━━ MATERIALS PROVIDED ━━

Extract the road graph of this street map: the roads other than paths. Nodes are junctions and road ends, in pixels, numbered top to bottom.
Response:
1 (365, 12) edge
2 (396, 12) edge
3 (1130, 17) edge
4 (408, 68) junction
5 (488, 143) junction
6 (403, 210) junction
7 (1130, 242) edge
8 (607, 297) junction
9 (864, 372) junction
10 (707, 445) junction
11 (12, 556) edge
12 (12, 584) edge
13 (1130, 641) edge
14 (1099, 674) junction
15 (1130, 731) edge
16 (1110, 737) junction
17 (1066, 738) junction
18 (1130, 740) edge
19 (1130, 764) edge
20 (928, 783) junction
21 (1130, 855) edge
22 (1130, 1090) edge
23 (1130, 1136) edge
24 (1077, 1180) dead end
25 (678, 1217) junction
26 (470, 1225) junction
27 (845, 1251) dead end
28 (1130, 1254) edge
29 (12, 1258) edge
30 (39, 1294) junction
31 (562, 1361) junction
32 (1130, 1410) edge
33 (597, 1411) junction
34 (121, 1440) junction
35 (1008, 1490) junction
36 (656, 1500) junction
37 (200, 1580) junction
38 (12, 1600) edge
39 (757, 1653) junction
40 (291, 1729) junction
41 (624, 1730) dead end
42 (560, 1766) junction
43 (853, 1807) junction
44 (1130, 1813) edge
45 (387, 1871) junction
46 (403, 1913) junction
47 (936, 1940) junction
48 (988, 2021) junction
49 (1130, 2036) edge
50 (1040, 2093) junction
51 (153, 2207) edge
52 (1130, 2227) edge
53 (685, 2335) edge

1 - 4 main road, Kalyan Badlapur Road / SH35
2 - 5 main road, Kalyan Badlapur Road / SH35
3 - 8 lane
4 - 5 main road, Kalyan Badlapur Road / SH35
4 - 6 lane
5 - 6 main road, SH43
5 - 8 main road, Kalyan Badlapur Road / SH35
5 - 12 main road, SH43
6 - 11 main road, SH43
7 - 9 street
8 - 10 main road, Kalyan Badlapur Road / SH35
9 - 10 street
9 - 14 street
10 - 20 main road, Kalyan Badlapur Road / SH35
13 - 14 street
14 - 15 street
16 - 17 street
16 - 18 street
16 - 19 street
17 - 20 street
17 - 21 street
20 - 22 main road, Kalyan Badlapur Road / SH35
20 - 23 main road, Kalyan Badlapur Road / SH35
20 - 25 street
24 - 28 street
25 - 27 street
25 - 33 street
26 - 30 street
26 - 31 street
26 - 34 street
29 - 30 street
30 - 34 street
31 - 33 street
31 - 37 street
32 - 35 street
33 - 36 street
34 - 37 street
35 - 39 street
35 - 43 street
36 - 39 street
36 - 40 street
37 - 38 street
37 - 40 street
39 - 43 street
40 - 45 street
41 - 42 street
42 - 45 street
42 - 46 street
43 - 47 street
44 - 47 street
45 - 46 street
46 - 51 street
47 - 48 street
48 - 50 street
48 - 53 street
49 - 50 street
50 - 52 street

━━━

— TASK STATEMENT —
Using the data above, reproduce every line exactly.

— TASK SOLUTION —
Extract the road graph of this street map: the roads other than paths. Nodes are junctions and road ends, in pixels, numbered top to bottom.
Response:
1 (365, 12) edge
2 (396, 12) edge
3 (1130, 17) edge
4 (408, 68) junction
5 (488, 143) junction
6 (403, 210) junction
7 (1130, 242) edge
8 (607, 297) junction
9 (864, 372) junction
10 (707, 445) junction
11 (12, 556) edge
12 (12, 584) edge
13 (1130, 641) edge
14 (1099, 674) junction
15 (1130, 731) edge
16 (1110, 737) junction
17 (1066, 738) junction
18 (1130, 740) edge
19 (1130, 764) edge
20 (928, 783) junction
21 (1130, 855) edge
22 (1130, 1090) edge
23 (1130, 1136) edge
24 (1077, 1180) dead end
25 (678, 1217) junction
26 (470, 1225) junction
27 (845, 1251) dead end
28 (1130, 1254) edge
29 (12, 1258) edge
30 (39, 1294) junction
31 (562, 1361) junction
32 (1130, 1410) edge
33 (597, 1411) junction
34 (121, 1440) junction
35 (1008, 1490) junction
36 (656, 1500) junction
37 (200, 1580) junction
38 (12, 1600) edge
39 (757, 1653) junction
40 (291, 1729) junction
41 (624, 1730) dead end
42 (560, 1766) junction
43 (853, 1807) junction
44 (1130, 1813) edge
45 (387, 1871) junction
46 (403, 1913) junction
47 (936, 1940) junction
48 (988, 2021) junction
49 (1130, 2036) edge
50 (1040, 2093) junction
51 (153, 2207) edge
52 (1130, 2227) edge
53 (685, 2335) edge

1 - 4 main road, Kalyan Badlapur Road / SH35
2 - 5 main road, Kalyan Badlapur Road / SH35
3 - 8 lane
4 - 5 main road, Kalyan Badlapur Road / SH35
4 - 6 lane
5 - 6 main road, SH43
5 - 8 main road, Kalyan Badlapur Road / SH35
5 - 12 main road, SH43
6 - 11 main road, SH43
7 - 9 street
8 - 10 main road, Kalyan Badlapur Road / SH35
9 - 10 street
9 - 14 street
10 - 20 main road, Kalyan Badlapur Road / SH35
13 - 14 street
14 - 15 street
16 - 17 street
16 - 18 street
16 - 19 street
17 - 20 street
17 - 21 street
20 - 22 main road, Kalyan Badlapur Road / SH35
20 - 23 main road, Kalyan Badlapur Road / SH35
20 - 25 street
24 - 28 street
25 - 27 street
25 - 33 street
26 - 30 street
26 - 31 street
26 - 34 street
29 - 30 street
30 - 34 street
31 - 33 street
31 - 37 street
32 - 35 street
33 - 36 street
34 - 37 street
35 - 39 street
35 - 43 street
36 - 39 street
36 - 40 street
37 - 38 street
37 - 40 street
39 - 43 street
40 - 45 street
41 - 42 street
42 - 45 street
42 - 46 street
43 - 47 street
44 - 47 street
45 - 46 street
46 - 51 street
47 - 48 street
48 - 50 street
48 - 53 street
49 - 50 street
50 - 52 street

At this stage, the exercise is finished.